Dress up by dropping trou
Apparently all psyched after learning of this “alphabet”, The Legendary Dobbs is hosting an ABC party (Anything But Clothes), at which you can preview their re-launched burger- & buffalo tot-stocked pub menu, and perhaps more importantly, sip on free hot chick-dispensed vodka cocktails from 10-midnight while your non-outfit outfit puts you in the running for a $250 prize. So you don’t waste time “thinking”, here’re some hot clothes-less costume concepts:
Eagles O-LineWhat You'll Need: Garbage bags, empty condom box Use the bags (or towel, or whatever) for state law-required non-nudity (can't show your no-no parts), then stick the empty condom box on your chest, assuring that you, like the Birds’ boys in the trenches, will offer zero protection.

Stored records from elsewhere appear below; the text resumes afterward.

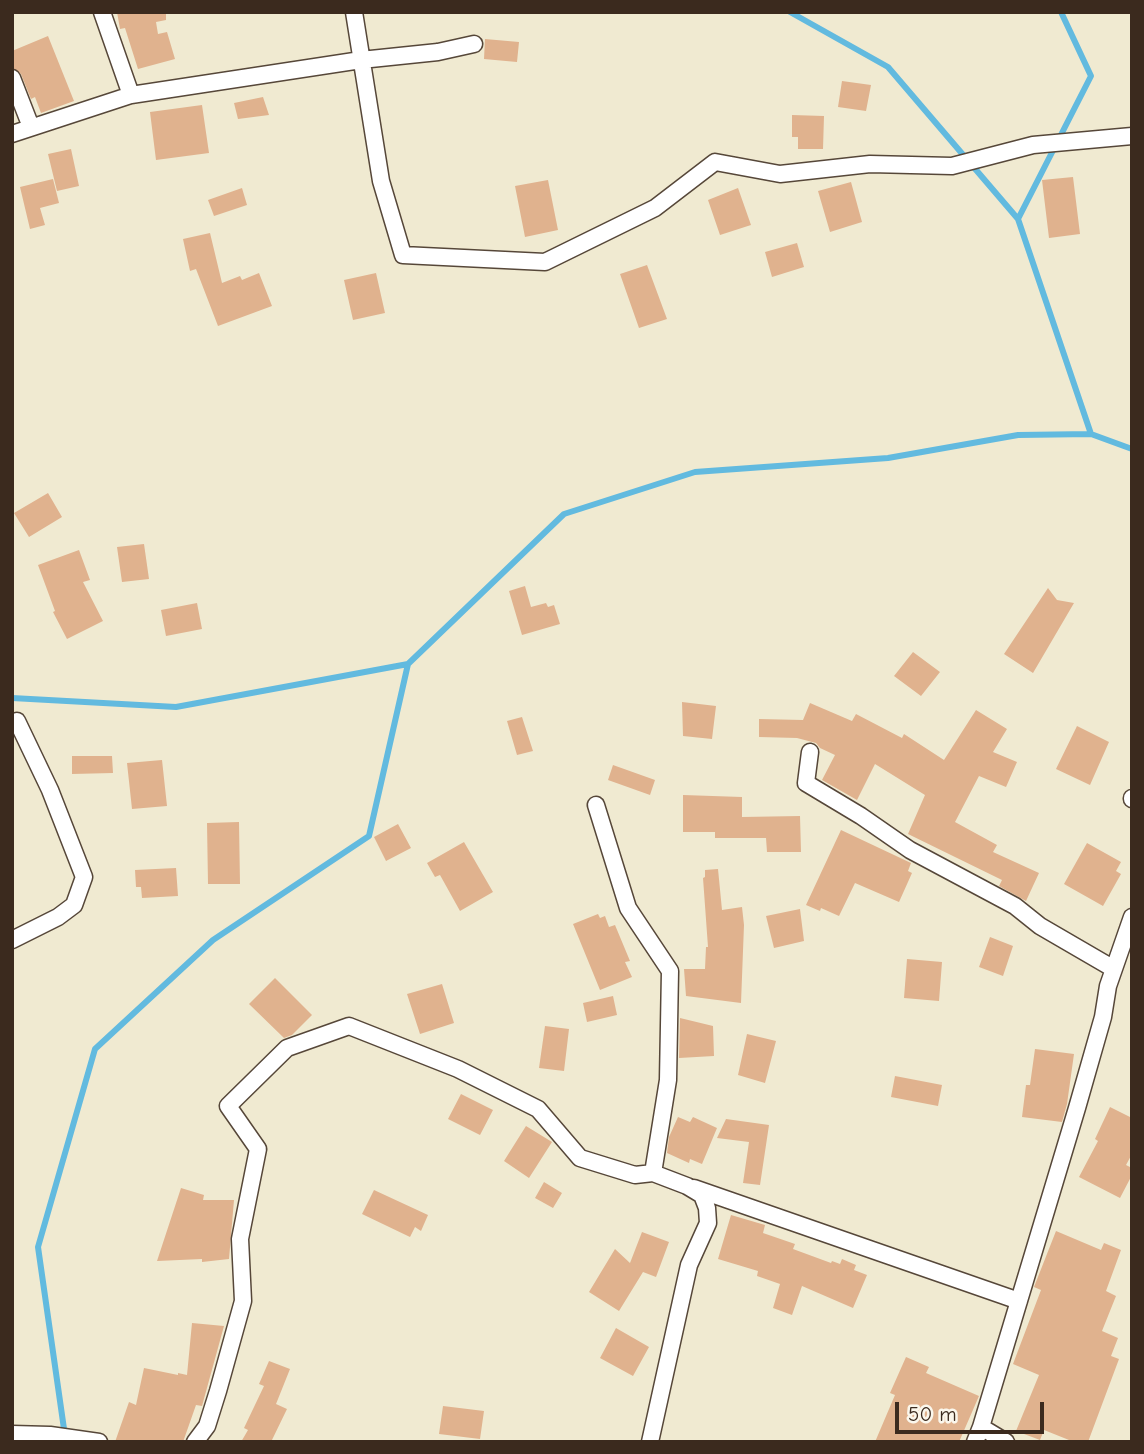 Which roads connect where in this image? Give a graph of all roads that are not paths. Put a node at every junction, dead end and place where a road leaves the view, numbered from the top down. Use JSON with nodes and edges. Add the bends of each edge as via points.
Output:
{"nodes":[{"id":1,"x":102,"y":12,"type":"edge"},
{"id":2,"x":354,"y":12,"type":"edge"},
{"id":3,"x":474,"y":44,"type":"dead end"},
{"id":4,"x":360,"y":60,"type":"junction"},
{"id":5,"x":12,"y":78,"type":"edge"},
{"id":6,"x":131,"y":95,"type":"junction"},
{"id":7,"x":31,"y":127,"type":"junction"},
{"id":8,"x":12,"y":134,"type":"edge"},
{"id":9,"x":1132,"y":136,"type":"edge"},
{"id":10,"x":17,"y":721,"type":"dead end"},
{"id":11,"x":810,"y":752,"type":"dead end"},
{"id":12,"x":596,"y":805,"type":"dead end"},
{"id":13,"x":1132,"y":917,"type":"edge"},
{"id":14,"x":12,"y":940,"type":"edge"},
{"id":15,"x":1114,"y":969,"type":"junction"},
{"id":16,"x":653,"y":1173,"type":"junction"},
{"id":17,"x":687,"y":1186,"type":"junction"},
{"id":18,"x":1019,"y":1301,"type":"junction"},
{"id":19,"x":12,"y":1434,"type":"edge"},
{"id":20,"x":978,"y":1435,"type":"edge"},
{"id":21,"x":99,"y":1442,"type":"edge"},
{"id":22,"x":195,"y":1442,"type":"edge"},
{"id":23,"x":650,"y":1442,"type":"edge"},
{"id":24,"x":1006,"y":1442,"type":"edge"}],
"edges":[{"from":1,"to":6,"type":"street"},
{"from":2,"to":4,"type":"street"},
{"from":3,"to":4,"type":"street"},
{"from":4,"to":6,"type":"street"},
{"from":4,"to":9,"type":"street","via":[[381,181],[403,255],[545,262],[655,208],[715,162],[780,174],[870,164],[952,166],[1033,145]]},
{"from":5,"to":7,"type":"street"},
{"from":6,"to":7,"type":"street"},
{"from":7,"to":8,"type":"street"},
{"from":10,"to":14,"type":"street","via":[[84,877],[74,905]]},
{"from":11,"to":15,"type":"street","via":[[806,783]]},
{"from":12,"to":16,"type":"street","via":[[628,908],[670,971],[668,1080]]},
{"from":13,"to":15,"type":"street"},
{"from":15,"to":18,"type":"street"},
{"from":16,"to":17,"type":"street"},
{"from":16,"to":22,"type":"street","via":[[635,1175],[580,1158],[538,1109],[458,1069],[349,1026],[287,1048],[228,1106],[258,1149],[240,1239],[243,1301],[215,1403]]},
{"from":17,"to":18,"type":"street"},
{"from":17,"to":23,"type":"street","via":[[702,1195],[708,1223],[689,1265]]},
{"from":18,"to":20,"type":"street"},
{"from":19,"to":21,"type":"street"},
{"from":20,"to":24,"type":"street"}]} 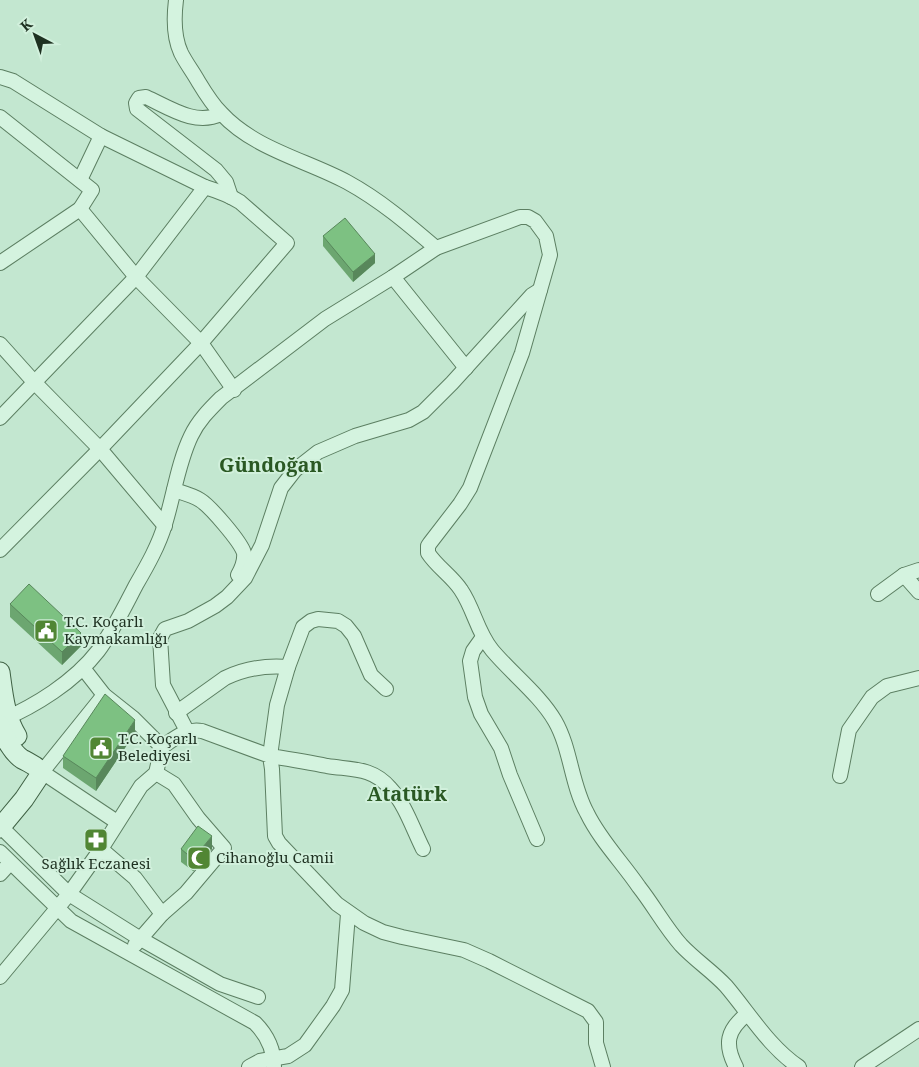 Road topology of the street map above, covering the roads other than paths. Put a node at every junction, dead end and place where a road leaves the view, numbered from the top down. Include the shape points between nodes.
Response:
1 (176, 0) edge
2 (0, 77) edge
3 (221, 114) junction
4 (0, 118) edge
5 (101, 136) junction
6 (80, 180) junction
7 (205, 188) junction
8 (231, 197) junction
9 (80, 209) junction
10 (436, 248) junction
11 (0, 263) edge
12 (136, 277) junction
13 (393, 277) junction
14 (540, 290) junction
15 (201, 343) junction
16 (0, 344) edge
17 (466, 368) junction
18 (35, 383) junction
19 (234, 390) junction
20 (0, 418) edge
21 (100, 449) junction
22 (174, 490) junction
23 (165, 526) junction
24 (0, 550) edge
25 (919, 570) edge
26 (904, 575) junction
27 (919, 592) edge
28 (878, 594) dead end
29 (227, 597) junction
30 (483, 637) junction
31 (288, 667) junction
32 (83, 668) junction
33 (0, 672) edge
34 (919, 678) edge
35 (386, 689) dead end
36 (104, 695) junction
37 (176, 712) junction
38 (2, 725) edge
39 (187, 731) junction
40 (162, 746) junction
41 (270, 756) junction
42 (38, 767) junction
43 (156, 773) junction
44 (840, 776) dead end
45 (117, 822) junction
46 (0, 827) edge
47 (537, 839) dead end
48 (101, 849) junction
49 (423, 849) dead end
50 (0, 852) edge
51 (10, 863) junction
52 (0, 874) edge
53 (69, 894) junction
54 (57, 908) junction
55 (162, 914) junction
56 (348, 914) junction
57 (139, 938) junction
58 (130, 953) junction
59 (202, 975) junction
60 (0, 977) edge
61 (194, 991) junction
62 (258, 997) dead end
63 (747, 1014) junction
64 (919, 1029) edge
65 (274, 1063) edge
66 (249, 1067) edge
67 (603, 1067) edge
68 (736, 1067) edge
69 (799, 1067) edge
70 (862, 1067) edge

1 - 3 street via 180,51 206,96
2 - 5 street via 13,80
3 - 8 street via 207,119 195,118 146,97 139,98 136,103 137,109 222,176
3 - 10 street via 260,142 368,194
4 - 6 street
5 - 6 street
5 - 7 street
6 - 9 street via 92,190
7 - 8 street
7 - 12 street
8 - 15 street via 288,243
9 - 11 street
9 - 12 street
10 - 13 street
10 - 14 street via 520,216 528,217 541,228 550,245 549,264
12 - 15 street
12 - 18 street
13 - 17 street
13 - 19 street via 325,319
14 - 17 street
14 - 30 street via 522,353 476,474 428,550 430,557 460,588
15 - 19 street
15 - 21 street
16 - 18 street
17 - 29 street via 416,416 318,452 294,470 281,488 262,544 245,578
18 - 20 street
18 - 21 street
19 - 22 street via 208,410 198,424 190,438
21 - 23 street
21 - 24 street
22 - 23 street
22 - 29 street via 195,497 210,507 243,550 243,567
23 - 32 street via 114,626
25 - 26 street
26 - 27 street
26 - 28 street
29 - 37 street via 216,606 188,621 168,627 162,633 163,685
30 - 47 street via 473,650 470,661 475,698 501,748
30 - 63 street via 554,720 561,733 580,799 593,826 674,936 717,977
31 - 35 street via 307,624 318,620 338,622 354,636 367,669
31 - 37 street via 265,666 234,674
31 - 41 street via 277,705
32 - 36 street
32 - 38 street
33 - 38 main road
34 - 44 street via 888,686 872,697 849,730
36 - 40 street
36 - 42 street
37 - 39 street
38 - 42 main road via 10,745 22,758
39 - 40 street
39 - 41 street via 202,731
40 - 43 street
41 - 49 street via 357,768 375,775 392,790
41 - 56 street via 275,836
42 - 45 street
42 - 46 main road via 24,799
43 - 45 street via 140,786
43 - 55 street via 174,784 224,848 186,893
45 - 48 street
46 - 53 street
48 - 53 street
48 - 55 street via 134,878
50 - 51 street
51 - 52 street
51 - 54 street
53 - 54 street
53 - 57 street
54 - 58 street via 71,921
54 - 60 street
55 - 57 street
56 - 65 street via 342,990 305,1045
56 - 67 street via 383,932 464,950 588,1011 596,1022 596,1043
57 - 58 street
57 - 59 street
58 - 61 street
59 - 61 street
59 - 62 street
61 - 65 street via 254,1023 265,1034
63 - 68 street via 735,1025 729,1039 730,1055
63 - 69 street
64 - 70 street
65 - 66 street via 260,1061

The Dog WhispererWhat You'll Need: Paper towels, pack of Milano cookies, stuffed dog Get your pack leader on by rolling yourself in a paper towel toga worthy of Caesar, then walk around with the Milanos (with the “o” crossed out) and stuffed dog, while jabbing people in the neck and hissing.
The Golden GirlsWhat You'll Need: Four old boxes. Hey now! Acquire boxes, attach boxes. Make sure they’re old.
Leeloo DallasWhat You'll Need: Lots of gauze, a lack of pride Use gauze to create the white linen, barely-an-outfit outfit Milla Jovovich wore when she first showed up in The Fifth Element (bonus points for taping a lot of bus passes together into a “multi” one). Just don't go showing your Ruby Rhod in the process.